7Die Klägerin macht weiter geltend, sie stehe nur als Künstlerin und unter Verwendung eines Pseudonyms in der Öffentlichkeit und gebe keine Informationen über ihr privates Umfeld preis. Die damaligen Umstände hätten dazu geführt, dass sie sich mit einer umfassenden medialen Aufmerksamkeit konfrontiert gesehen habe. Das Verschulden der Beklagten liege darin, sich auf Meldungen der Boulevardpresse verlassen zu haben, ohne bei ihr – der Klägerin – nachzufragen. Der Zeitablauf zwischen der Kenntnisnahme des Beitrags und der Klageerhebung beruhe auf der finanziellen und psychischen Belastung, die die Berichterstattung für sie mit sich gebracht habe.
8Die Klägerin beantragt,
9die Beklagten unter Abänderung des Urteils des Landgerichts Köln vom 2.3.2016 (28 O 373/15) als Gesamtschuldner zu verurteilen, an sie eine immaterielle Geldentschädigung zu zahlen, deren Höhe in das Ermessen des Gerichts gestellt wird, die aber nicht unter 10.000 Euro liegen sollte.

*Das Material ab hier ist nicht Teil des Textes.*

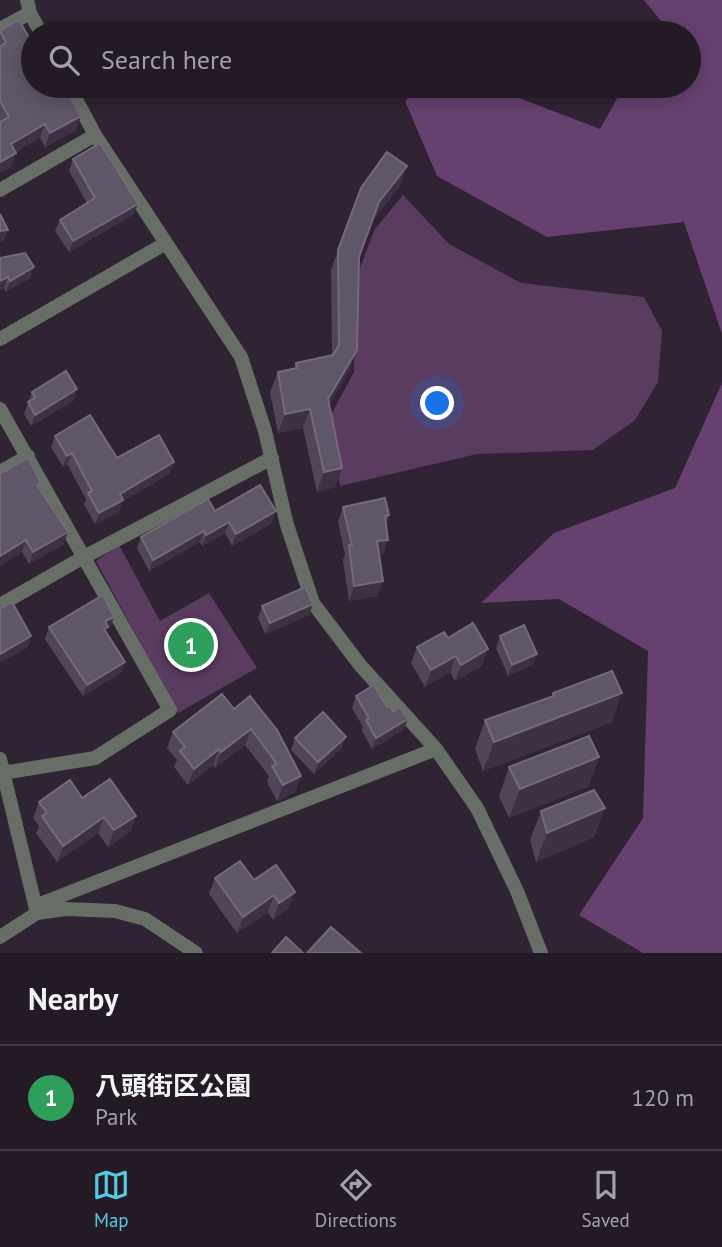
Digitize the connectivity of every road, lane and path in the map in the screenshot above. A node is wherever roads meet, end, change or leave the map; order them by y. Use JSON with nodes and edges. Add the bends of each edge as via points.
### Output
{"nodes":[{"id":1,"x":28,"y":6,"type":"edge"},
{"id":2,"x":0,"y":30,"type":"edge"},
{"id":3,"x":75,"y":98,"type":"edge"},
{"id":4,"x":95,"y":135,"type":"junction"},
{"id":5,"x":0,"y":190,"type":"edge"},
{"id":6,"x":166,"y":243,"type":"junction"},
{"id":7,"x":0,"y":339,"type":"edge"},
{"id":8,"x":0,"y":409,"type":"edge"},
{"id":9,"x":28,"y":456,"type":"junction"},
{"id":10,"x":272,"y":458,"type":"junction"},
{"id":11,"x":0,"y":472,"type":"edge"},
{"id":12,"x":82,"y":558,"type":"junction"},
{"id":13,"x":0,"y":605,"type":"edge"},
{"id":14,"x":436,"y":750,"type":"junction"},
{"id":15,"x":1,"y":766,"type":"edge"},
{"id":16,"x":36,"y":910,"type":"junction"},
{"id":17,"x":0,"y":937,"type":"edge"},
{"id":18,"x":195,"y":953,"type":"edge"},
{"id":19,"x":541,"y":953,"type":"edge"}],
"edges":[{"from":1,"to":2,"type":"street"},
{"from":3,"to":4,"type":"street"},
{"from":4,"to":5,"type":"street"},
{"from":4,"to":6,"type":"street"},
{"from":6,"to":7,"type":"street"},
{"from":6,"to":10,"type":"street","via":[[240,357]]},
{"from":8,"to":9,"type":"street"},
{"from":9,"to":11,"type":"street"},
{"from":9,"to":12,"type":"street"},
{"from":10,"to":12,"type":"street"},
{"from":10,"to":14,"type":"street","via":[[287,525],[313,603],[360,665]]},
{"from":12,"to":13,"type":"street"},
{"from":12,"to":15,"type":"street","via":[[170,710],[95,758]]},
{"from":14,"to":16,"type":"street"},
{"from":14,"to":19,"type":"street","via":[[477,808]]},
{"from":15,"to":16,"type":"street"},
{"from":16,"to":17,"type":"street"},
{"from":16,"to":18,"type":"street","via":[[115,911],[145,919]]}]}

10Die Beklagten beantragen,
11die Berufung zurückzuweisen.
12Sie verteidigen die angefochtene Entscheidung und vertiefen ihre erstinstanzlichen Ausführungen. Sie sind der Ansicht, der durchschnittliche Rezipient erkenne bereits, dass es sich bei den Äußerungen nicht um Tatsachenbehauptungen, sondern um die satirische Auseinandersetzung mit Geschehnissen handele, die nur den ehemaligen Bundespräsidenten beträfen. Aufgrund der Einblendung der Schlagzeile aus den Printmedien werde eine intime Beziehung der Klägerin nicht behauptet, sondern als ergebnisoffene Frage dargestellt. Die Tanzeinlage des Moderators sei keine sexuelle Anspielung, sondern eine Parodie auf den Sänger des betreffenden Liedes, Herrn X2. Jedenfalls handele es sich nicht um eine schwerwiegende Persönlichkeitsrechtsverletzung, weil keine sexuellen Details über die Klägerin offenbart würden. Die Klägerin sei durch das Foto nicht identifizierbar und habe in erster Instanz auch nicht behauptet, konkret durch den Fernsehbeitrag verursachte Beeinträchtigungen erfahren zu haben. Auch die Anspielungen auf die sog. X-Affären würden nicht – jedenfalls nicht zwingend – zu einem Eindruck führen, der Aussagen über das Verhalten der Klägerin enthalte. Schließlich sei auch die vom Landgericht durchgeführte Abwägung der Gesamtumstände zur Frage eines unabweisbaren Bedürfnisses nicht zu beanstanden.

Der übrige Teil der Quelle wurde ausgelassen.